The Second Civil War was fought over reproductive rights. The chilling resolution: Life is inviolable from the moment of conception until age thirteen. Between the ages of thirteen and eighteen, however, parents can have their child "unwound," whereby all of the child's organs are transplanted into different donors, so life doesn't technically end. Connor is too difficult for his parents to control. Risa, a ward of the state is not enough to be kept alive. And Lev is a tithe, a child conceived and raised to be unwound. Together, they may have a chance to escape and to survive.
Quite honestly, I don't know what went wrong with me and this book, but I just didn't end up loving it like so many others have. I have so many friends that have raved about this book, which made me think that maybe my mind wasn't quite twisted enough to grasp the concept well enough.
The cover is just OK. It is kind of interesting in the fact that the man is made of a fingerprint. The man adds a creepy element to the book, but not a lot a creep, just a bit. It also seems like Neal follows the same cover design format for each book, which is good for people to recognize his work, but at the same time it does get a bit boring and repetitious.
The characters were a little above average in the interest level. They were all very similar both in thought process and situation, which I think made the group have more of a "family" feeling as compared to a group of misfit people. I really loved the alternating perspective between the characters. By getting into all three's thoughts I could really get invested in the story.
Connor was a pretty good character. He was fierce and strong and not afraid to give up, even in the most dire situations. Risa was also a pretty kick butt character, but I didn't like the times when she played the damsel in distress. It totally ruined her rough persona. And then there was Lev....he gave a very wishy washy vibe and his emotions were sooo screwed up. He was in and out of the story so much that it was very difficult to get to know him.
The part of the book I had a problem with was the Unwinding situation. It was so hard for me to wrap my brain around why someone would do that to their child. It was so unbelievable and creepy that it totally turned me off the story.
Spoiler- (highlight to read)
Oh my goodness. I thought I was about to puke when they were describing Roland being unwound. Seriously, that kind of stuff doesn't usually phase me, but ughhh I can't even imagine having to stay awake while my body was being dismantled. You have to have a seriously twisted mind to enjoy that kind of stuff.
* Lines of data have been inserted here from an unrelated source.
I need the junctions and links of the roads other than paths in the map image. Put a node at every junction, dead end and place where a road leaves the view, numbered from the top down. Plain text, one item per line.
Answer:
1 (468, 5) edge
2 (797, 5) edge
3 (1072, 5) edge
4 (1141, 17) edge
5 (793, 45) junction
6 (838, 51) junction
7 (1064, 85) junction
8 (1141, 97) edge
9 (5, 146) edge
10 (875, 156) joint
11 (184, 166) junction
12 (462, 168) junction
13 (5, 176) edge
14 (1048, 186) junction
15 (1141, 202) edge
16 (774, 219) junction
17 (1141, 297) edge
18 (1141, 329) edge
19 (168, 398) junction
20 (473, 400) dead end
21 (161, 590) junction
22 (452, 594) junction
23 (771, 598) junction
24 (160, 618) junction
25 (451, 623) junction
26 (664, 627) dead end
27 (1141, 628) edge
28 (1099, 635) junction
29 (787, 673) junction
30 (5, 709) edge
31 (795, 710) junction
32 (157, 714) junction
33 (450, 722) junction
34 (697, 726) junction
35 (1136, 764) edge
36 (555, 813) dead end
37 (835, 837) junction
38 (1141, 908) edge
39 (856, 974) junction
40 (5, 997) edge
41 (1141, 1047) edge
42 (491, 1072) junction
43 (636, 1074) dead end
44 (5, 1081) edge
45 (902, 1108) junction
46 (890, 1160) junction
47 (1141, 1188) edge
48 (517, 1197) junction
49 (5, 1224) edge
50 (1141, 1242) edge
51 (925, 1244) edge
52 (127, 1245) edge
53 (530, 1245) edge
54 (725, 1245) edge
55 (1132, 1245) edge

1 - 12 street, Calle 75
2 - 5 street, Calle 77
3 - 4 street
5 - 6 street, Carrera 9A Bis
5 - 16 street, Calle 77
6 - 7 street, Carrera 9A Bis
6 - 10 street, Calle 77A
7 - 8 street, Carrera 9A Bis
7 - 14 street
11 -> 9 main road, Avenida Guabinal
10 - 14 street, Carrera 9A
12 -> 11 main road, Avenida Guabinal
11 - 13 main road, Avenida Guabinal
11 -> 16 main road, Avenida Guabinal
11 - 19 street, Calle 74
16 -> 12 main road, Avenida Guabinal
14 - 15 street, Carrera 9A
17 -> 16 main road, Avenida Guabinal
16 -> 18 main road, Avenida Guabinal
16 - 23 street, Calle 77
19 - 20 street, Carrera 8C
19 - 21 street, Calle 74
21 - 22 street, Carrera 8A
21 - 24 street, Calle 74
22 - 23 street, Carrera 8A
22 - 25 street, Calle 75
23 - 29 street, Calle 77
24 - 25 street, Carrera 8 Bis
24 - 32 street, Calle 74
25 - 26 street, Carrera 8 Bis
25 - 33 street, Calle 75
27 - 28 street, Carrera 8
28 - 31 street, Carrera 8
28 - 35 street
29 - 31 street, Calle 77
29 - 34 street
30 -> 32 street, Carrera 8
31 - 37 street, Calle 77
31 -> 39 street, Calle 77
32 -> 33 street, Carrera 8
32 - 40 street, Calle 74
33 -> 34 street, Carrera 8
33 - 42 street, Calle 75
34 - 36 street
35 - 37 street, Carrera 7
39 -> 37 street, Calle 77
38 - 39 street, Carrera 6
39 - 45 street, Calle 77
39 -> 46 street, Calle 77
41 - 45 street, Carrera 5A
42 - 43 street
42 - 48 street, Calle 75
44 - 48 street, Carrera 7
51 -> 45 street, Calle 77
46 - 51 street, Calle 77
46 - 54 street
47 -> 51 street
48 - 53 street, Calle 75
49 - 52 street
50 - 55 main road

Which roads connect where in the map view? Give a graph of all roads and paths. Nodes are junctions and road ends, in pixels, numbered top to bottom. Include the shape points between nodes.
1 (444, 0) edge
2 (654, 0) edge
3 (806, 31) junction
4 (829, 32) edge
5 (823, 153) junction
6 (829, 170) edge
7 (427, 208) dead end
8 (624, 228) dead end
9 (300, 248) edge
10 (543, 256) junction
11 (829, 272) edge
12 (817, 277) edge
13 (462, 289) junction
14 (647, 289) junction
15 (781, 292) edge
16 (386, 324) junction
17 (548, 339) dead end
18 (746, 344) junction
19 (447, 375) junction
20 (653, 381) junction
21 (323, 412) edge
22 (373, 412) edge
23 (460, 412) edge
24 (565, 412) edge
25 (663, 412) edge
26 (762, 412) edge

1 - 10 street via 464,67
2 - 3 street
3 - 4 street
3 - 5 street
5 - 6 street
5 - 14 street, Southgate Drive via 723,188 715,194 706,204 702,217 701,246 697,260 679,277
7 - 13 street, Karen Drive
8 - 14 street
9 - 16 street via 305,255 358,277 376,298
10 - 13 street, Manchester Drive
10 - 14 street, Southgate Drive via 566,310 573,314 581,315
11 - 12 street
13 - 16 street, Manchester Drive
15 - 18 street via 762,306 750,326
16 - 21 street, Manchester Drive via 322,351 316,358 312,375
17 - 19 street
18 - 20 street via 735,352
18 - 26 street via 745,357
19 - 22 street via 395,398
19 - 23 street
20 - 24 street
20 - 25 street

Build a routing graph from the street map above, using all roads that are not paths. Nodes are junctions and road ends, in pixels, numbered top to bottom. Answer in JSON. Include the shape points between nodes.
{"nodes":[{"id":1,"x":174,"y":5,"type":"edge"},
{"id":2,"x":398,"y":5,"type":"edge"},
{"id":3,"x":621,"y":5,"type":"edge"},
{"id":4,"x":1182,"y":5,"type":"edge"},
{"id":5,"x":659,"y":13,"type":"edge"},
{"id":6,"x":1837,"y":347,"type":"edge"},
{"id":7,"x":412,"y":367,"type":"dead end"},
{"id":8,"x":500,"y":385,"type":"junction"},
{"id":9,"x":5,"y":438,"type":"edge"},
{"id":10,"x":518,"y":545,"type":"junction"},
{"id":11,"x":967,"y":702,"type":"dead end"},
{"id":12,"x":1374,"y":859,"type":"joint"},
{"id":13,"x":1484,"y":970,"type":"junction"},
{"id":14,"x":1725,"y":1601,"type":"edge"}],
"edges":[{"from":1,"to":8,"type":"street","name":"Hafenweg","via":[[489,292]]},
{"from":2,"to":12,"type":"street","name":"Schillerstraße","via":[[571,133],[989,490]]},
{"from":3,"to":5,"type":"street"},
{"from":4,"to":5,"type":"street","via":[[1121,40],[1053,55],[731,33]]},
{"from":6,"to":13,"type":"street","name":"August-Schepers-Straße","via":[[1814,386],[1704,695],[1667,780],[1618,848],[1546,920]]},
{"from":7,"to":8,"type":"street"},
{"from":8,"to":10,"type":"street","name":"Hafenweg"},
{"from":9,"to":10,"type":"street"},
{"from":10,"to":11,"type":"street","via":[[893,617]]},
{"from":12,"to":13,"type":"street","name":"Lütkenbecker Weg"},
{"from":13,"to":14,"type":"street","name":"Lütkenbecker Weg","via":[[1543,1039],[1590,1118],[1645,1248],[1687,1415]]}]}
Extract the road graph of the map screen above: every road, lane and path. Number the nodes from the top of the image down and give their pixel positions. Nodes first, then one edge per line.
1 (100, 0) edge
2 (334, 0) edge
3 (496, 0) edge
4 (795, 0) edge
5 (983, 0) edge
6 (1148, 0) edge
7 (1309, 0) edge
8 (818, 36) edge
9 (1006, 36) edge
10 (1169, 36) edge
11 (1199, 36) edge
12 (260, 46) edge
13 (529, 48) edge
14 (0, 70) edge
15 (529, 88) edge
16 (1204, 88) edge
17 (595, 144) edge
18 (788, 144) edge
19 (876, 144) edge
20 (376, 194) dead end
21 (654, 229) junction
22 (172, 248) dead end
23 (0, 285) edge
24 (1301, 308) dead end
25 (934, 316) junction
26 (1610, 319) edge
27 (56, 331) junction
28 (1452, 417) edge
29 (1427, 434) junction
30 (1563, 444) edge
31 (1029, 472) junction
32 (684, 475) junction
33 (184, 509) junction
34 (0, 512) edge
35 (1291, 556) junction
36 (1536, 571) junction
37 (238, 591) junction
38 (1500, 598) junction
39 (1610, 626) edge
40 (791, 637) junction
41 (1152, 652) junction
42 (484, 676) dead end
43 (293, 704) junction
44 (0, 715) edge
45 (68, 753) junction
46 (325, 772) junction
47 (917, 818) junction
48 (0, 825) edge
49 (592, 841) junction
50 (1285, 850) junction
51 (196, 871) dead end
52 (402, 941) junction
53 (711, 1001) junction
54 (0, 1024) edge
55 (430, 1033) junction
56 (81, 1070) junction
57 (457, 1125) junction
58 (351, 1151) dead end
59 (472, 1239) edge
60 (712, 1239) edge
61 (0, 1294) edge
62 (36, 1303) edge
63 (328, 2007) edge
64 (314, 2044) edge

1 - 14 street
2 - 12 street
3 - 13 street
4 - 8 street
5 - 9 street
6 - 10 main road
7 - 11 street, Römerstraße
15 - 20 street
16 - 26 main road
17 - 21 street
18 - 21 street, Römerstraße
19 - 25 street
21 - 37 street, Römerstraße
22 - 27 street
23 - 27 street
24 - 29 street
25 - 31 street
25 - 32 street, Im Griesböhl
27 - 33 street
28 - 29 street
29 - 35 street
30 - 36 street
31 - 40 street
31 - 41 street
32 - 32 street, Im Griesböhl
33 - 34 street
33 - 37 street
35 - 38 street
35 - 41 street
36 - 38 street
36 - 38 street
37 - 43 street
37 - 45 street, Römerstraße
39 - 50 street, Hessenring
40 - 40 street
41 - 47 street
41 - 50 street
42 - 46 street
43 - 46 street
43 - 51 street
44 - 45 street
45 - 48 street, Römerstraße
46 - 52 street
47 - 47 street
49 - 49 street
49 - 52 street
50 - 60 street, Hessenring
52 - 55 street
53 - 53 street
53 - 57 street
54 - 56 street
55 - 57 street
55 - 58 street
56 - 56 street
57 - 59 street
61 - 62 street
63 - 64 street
Once I got past the fact that kids were getting killed and I couldn't do anything about it, I enjoyed the action and touch of romance. There was a lot of action, for sure. The characters were always going somewhere, or doing something. Rescue missions, bombs, and killings all went on while reading this book. But still, in the back of my mind there was always the factor that kids were being unwound.
Overall, I enjoyed the book, but I had a really rough time with the unwinding and that ultimately compromised my enjoyment of the book. If you like horror novels, you may enjoy this book more than I did. Nonetheless, I am still going to continue the series because I am curious how the story will progress.